**Exercise brief:** Your answer must consist of every line from the data below that includes the word "curves".

**Data extracts:**

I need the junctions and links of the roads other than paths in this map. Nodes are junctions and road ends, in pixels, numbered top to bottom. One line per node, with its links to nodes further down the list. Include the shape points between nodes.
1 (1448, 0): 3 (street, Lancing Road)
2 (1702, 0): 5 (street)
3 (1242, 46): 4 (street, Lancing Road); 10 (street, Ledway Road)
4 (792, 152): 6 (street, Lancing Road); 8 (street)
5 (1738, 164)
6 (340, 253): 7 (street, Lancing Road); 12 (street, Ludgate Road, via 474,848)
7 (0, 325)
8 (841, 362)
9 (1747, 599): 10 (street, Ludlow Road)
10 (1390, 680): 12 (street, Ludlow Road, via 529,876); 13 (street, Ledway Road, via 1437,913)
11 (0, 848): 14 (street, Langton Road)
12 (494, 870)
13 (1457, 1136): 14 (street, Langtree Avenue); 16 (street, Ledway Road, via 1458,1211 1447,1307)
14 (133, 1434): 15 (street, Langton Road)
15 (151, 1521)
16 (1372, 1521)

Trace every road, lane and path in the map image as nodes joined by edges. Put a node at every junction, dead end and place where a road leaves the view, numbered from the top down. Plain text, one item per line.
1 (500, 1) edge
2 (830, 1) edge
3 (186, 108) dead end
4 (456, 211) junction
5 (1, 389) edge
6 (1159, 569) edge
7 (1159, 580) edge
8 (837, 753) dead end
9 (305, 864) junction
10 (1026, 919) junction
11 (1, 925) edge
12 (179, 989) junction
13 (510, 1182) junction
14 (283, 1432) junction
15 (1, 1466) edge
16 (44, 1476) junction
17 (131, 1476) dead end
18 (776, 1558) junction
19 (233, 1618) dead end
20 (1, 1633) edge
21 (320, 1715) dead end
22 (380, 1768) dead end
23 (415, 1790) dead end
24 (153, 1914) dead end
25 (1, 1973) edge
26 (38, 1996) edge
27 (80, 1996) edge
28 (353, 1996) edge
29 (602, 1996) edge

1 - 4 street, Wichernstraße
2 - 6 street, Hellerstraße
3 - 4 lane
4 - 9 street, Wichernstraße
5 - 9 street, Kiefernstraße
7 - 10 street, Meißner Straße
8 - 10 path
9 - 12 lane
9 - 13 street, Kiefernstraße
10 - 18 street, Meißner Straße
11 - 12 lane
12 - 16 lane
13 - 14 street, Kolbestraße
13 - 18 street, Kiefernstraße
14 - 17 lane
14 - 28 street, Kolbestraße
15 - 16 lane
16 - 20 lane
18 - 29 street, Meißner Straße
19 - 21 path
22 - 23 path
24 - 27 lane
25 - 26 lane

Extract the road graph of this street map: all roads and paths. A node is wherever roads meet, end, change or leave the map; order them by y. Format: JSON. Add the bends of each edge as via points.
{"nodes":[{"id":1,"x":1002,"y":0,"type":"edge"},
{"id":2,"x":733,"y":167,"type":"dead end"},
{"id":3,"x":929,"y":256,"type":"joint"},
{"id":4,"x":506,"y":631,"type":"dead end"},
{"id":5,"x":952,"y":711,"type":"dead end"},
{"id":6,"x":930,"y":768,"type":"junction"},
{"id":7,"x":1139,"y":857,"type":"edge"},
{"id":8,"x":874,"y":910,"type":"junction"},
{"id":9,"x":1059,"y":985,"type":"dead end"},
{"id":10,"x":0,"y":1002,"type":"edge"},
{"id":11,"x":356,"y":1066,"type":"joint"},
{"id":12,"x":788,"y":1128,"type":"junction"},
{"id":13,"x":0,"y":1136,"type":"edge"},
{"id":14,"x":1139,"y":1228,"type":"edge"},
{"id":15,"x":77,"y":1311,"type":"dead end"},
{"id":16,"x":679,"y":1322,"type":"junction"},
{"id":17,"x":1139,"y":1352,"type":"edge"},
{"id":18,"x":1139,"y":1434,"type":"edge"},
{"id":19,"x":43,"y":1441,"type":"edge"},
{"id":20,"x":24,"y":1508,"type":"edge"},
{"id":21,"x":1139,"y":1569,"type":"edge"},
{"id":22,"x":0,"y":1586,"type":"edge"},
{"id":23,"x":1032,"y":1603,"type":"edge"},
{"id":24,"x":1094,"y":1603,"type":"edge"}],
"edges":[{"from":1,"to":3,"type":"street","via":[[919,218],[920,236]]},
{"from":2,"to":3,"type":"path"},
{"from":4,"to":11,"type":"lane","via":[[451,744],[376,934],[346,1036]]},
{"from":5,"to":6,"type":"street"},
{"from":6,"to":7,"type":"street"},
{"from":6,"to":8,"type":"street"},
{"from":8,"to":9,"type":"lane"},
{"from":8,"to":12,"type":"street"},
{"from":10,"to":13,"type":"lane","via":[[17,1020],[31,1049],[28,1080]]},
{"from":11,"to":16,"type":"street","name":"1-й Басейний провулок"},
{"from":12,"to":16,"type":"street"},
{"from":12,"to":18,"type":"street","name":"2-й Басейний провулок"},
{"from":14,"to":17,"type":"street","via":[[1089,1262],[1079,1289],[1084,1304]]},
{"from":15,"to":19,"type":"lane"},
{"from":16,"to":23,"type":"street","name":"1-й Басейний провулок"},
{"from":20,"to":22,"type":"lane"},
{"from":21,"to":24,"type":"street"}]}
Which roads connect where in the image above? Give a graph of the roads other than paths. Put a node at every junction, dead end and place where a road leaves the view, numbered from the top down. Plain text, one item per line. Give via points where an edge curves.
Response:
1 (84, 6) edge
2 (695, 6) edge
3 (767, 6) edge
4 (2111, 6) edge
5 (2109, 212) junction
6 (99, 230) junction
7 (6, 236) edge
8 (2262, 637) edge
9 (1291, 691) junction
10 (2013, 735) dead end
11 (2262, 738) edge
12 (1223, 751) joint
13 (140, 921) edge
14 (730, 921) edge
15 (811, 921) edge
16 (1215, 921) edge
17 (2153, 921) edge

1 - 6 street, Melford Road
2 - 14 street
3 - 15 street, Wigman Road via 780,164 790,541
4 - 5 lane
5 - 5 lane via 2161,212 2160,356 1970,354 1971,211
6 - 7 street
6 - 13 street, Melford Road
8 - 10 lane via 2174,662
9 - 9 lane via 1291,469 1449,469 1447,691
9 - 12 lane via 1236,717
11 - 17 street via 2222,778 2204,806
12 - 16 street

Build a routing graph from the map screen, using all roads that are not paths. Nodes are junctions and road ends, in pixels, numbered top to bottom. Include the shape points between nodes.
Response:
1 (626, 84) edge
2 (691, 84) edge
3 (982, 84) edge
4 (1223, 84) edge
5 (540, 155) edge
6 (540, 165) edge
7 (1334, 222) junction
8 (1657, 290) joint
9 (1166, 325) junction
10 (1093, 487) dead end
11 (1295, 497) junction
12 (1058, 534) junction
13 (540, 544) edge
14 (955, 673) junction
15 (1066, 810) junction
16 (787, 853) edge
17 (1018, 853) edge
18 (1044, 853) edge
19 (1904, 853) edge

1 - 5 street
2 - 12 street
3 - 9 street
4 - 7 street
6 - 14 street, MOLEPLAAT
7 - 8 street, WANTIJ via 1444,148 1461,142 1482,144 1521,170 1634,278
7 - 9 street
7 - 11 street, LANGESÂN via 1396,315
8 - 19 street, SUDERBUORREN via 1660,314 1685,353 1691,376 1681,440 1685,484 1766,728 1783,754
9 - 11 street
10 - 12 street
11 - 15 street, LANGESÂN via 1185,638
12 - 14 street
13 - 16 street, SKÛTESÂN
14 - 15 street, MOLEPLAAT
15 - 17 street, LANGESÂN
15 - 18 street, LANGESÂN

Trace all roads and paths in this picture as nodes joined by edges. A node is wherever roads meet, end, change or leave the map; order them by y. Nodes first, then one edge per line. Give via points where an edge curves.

**Exercise solution:**
Which roads connect where in the image above? Give a graph of the roads other than paths. Put a node at every junction, dead end and place where a road leaves the view, numbered from the top down. Plain text, one item per line. Give via points where an edge curves.
Trace all roads and paths in this picture as nodes joined by edges. A node is wherever roads meet, end, change or leave the map; order them by y. Nodes first, then one edge per line. Give via points where an edge curves.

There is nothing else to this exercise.